Samuel Butler (* 4. Dezember 1835 in Langar bei Bingham, Nottinghamshire; † 18. Juni 1902 in London) war ein britischer Schriftsteller, Komponist, Philologe, Maler und Gelehrter.

Leben[Bearbeiten | Quelltext bearbeiten]

Butler studierte in Cambridge und wanderte 1859, nach einem Streit mit seinem Vater, nach Neuseeland aus, wo er Schafe züchtete. 1864 kehrte er nach England zurück und wohnte bis zu seinem Lebensende in Clifford’s Inn in der Nähe der Londoner Fleet Street. Er verstarb 1902 in London.

Wirken[Bearbeiten | Quelltext bearbeiten]

Butler beschäftigte sich unter anderem mit der Evolutionstheorie von Charles Darwin, die er kritisierte:

„Die Henne ist nur ein Trick des Eis, um ein neues Ei zu produzieren.“

Samuel Butler[1]

Ende des 19. Jahrhunderts entlarvte er in seinem satirischen Roman „Erewhon“ die religiöse und gesellschaftliche Doppelmoral seiner Zeitgenossen als verkehrte Welt. Er blieb in mancherlei Hinsicht ein Außenseiter, auch in seiner Absage an den ungebrochenen Fortschrittsglauben des Viktorianischen Zeitalters. Butler wurde oft mit Swift verglichen und hatte besonders auf Somerset Maugham, D. H. Lawrence, H. G. Wells und James Joyce großen Einfluss.
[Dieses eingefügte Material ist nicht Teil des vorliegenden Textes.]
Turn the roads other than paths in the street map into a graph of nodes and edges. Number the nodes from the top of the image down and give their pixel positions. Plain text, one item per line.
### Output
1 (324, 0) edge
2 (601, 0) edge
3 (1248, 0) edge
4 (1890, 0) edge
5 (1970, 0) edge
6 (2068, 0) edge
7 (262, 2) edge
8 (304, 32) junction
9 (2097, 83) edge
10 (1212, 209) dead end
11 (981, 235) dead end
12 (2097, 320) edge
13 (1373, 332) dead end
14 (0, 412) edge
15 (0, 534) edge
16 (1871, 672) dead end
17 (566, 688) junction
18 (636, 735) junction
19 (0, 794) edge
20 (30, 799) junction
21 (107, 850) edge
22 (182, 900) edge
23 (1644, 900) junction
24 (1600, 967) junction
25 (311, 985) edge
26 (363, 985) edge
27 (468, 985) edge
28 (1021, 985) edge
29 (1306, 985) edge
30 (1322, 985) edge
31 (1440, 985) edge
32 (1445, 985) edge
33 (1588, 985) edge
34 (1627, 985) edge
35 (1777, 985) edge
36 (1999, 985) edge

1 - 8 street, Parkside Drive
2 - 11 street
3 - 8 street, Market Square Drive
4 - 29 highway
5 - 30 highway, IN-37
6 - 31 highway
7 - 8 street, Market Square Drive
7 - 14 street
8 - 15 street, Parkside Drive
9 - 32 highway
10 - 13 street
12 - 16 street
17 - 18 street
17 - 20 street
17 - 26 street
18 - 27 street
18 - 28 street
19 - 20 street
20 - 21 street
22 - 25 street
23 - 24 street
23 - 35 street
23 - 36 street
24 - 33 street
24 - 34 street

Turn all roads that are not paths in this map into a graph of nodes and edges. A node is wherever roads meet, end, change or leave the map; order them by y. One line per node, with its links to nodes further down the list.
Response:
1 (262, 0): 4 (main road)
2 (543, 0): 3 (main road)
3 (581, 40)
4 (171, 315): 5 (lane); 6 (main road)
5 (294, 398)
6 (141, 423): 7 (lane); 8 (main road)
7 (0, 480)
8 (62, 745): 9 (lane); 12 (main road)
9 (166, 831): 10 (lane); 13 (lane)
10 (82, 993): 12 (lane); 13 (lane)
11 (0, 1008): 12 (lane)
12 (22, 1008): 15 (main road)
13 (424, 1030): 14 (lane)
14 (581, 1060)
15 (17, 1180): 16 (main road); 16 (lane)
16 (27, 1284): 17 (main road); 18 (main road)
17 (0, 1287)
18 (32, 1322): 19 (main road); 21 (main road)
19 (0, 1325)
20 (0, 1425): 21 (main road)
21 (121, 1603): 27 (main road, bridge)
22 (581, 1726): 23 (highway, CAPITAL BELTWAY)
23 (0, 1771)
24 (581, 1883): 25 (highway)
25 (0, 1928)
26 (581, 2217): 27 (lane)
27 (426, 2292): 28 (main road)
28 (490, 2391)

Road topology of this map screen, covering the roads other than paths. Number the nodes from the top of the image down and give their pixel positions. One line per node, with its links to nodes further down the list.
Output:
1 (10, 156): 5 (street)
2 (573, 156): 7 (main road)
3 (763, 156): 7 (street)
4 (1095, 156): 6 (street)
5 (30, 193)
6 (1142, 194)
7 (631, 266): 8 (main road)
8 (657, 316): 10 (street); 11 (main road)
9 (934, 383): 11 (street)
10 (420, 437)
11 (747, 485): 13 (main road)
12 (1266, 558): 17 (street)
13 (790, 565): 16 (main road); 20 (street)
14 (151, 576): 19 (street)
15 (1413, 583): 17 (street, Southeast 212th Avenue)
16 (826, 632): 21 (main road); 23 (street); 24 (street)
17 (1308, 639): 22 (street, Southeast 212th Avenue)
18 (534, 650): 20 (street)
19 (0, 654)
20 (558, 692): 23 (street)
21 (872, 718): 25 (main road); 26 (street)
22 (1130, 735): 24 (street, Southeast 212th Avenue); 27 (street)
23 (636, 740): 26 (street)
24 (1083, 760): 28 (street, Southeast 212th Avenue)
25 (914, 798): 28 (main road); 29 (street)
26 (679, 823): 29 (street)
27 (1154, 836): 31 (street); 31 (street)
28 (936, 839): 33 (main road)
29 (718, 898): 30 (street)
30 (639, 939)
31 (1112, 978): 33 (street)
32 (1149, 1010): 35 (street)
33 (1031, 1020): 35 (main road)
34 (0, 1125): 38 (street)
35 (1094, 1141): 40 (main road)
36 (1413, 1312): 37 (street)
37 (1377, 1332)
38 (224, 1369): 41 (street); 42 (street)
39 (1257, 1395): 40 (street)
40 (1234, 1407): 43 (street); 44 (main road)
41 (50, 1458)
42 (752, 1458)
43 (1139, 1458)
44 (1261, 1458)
Seiner anfänglichen Bewunderung für Darwin folgte eine spätere Distanzierung; gleichzeitig näherte er sich in späteren Jahren wieder der Kirche an, deren Orthodoxie er jedoch gleichzeitig kritisierte. Bekannt ist er vor allem durch seine Notizbücher, in denen er oft lustige und kritische Aphorismen zusammentrug. Sein nahes Interesse an der Kunst der Sacri Monti ist in Alpen und Heiligtümern von Piedmont und dem Kanton Tessin (1881) und Ex Voto (1888) reflektiert[2].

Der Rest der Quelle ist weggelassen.